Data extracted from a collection
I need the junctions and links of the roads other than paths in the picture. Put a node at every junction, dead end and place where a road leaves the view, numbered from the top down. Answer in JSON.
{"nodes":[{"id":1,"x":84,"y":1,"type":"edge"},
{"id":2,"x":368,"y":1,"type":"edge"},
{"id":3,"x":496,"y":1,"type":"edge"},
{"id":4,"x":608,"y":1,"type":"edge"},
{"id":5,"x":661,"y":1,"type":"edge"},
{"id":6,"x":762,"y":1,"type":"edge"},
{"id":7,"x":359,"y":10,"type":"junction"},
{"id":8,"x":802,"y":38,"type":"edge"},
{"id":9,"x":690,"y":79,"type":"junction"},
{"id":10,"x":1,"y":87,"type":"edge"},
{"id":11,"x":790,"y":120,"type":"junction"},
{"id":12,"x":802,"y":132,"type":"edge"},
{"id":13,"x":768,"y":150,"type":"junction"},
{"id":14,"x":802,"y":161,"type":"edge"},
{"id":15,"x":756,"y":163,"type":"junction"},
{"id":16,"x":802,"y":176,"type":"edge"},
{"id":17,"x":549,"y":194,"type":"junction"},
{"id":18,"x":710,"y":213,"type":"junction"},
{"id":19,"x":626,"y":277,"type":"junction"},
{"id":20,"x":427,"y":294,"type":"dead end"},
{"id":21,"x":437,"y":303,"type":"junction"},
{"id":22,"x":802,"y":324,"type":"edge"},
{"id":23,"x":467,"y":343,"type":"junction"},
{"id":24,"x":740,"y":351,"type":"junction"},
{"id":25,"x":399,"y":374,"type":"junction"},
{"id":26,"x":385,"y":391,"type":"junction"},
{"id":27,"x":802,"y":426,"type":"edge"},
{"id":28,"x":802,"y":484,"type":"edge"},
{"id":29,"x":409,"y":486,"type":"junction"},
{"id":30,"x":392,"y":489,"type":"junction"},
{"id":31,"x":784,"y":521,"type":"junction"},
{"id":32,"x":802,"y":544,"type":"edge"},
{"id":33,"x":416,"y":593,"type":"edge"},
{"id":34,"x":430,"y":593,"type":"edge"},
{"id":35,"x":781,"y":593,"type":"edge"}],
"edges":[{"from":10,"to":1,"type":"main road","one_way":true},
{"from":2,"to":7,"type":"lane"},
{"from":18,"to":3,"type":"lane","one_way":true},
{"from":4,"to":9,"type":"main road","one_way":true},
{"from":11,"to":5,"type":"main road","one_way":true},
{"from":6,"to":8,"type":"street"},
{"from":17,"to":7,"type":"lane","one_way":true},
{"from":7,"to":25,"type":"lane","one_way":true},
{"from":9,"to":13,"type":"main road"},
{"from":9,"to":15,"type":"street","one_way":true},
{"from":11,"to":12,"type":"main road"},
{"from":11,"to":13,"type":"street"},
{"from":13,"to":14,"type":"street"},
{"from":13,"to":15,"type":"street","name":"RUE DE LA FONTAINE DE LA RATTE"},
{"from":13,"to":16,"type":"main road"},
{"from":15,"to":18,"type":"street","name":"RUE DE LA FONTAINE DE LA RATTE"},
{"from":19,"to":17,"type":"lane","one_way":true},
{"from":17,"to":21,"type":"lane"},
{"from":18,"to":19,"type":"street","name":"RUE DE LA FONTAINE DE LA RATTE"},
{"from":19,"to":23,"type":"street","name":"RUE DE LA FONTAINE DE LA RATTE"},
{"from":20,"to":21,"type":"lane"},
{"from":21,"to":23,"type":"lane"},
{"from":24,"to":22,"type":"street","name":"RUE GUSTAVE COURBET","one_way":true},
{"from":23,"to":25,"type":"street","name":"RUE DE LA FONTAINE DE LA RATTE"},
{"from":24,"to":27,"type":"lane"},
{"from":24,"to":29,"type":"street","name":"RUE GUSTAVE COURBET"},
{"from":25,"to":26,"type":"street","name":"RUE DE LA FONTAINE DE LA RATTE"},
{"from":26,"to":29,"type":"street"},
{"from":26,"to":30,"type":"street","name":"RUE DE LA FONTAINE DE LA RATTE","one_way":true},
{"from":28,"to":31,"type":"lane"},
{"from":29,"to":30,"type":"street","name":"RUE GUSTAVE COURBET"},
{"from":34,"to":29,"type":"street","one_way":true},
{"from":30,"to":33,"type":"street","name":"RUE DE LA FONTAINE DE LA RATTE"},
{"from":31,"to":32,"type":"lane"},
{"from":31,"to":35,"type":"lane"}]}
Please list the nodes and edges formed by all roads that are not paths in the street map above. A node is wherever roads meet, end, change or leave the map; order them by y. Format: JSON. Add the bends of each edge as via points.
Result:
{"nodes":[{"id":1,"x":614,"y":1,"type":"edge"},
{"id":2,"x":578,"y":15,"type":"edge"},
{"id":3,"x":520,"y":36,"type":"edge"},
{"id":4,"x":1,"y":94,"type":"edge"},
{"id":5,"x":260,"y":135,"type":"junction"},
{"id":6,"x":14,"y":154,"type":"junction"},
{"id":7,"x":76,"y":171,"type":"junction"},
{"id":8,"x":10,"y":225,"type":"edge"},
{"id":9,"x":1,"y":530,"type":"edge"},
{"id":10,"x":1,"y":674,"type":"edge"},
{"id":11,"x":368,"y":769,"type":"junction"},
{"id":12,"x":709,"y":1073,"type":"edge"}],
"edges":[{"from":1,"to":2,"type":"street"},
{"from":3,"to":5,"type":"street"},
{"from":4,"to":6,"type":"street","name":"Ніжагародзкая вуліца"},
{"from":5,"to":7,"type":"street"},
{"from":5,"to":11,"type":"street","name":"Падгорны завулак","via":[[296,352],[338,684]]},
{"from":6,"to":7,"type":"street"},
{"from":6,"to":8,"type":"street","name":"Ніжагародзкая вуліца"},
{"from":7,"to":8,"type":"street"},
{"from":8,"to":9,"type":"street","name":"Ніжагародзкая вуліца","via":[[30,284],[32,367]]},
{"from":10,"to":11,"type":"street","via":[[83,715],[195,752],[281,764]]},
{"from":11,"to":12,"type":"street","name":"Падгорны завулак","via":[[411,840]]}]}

Problem to solve - The sole thing to report is how many lines in the data hold the string "COURBET".

Output for this exercise - 3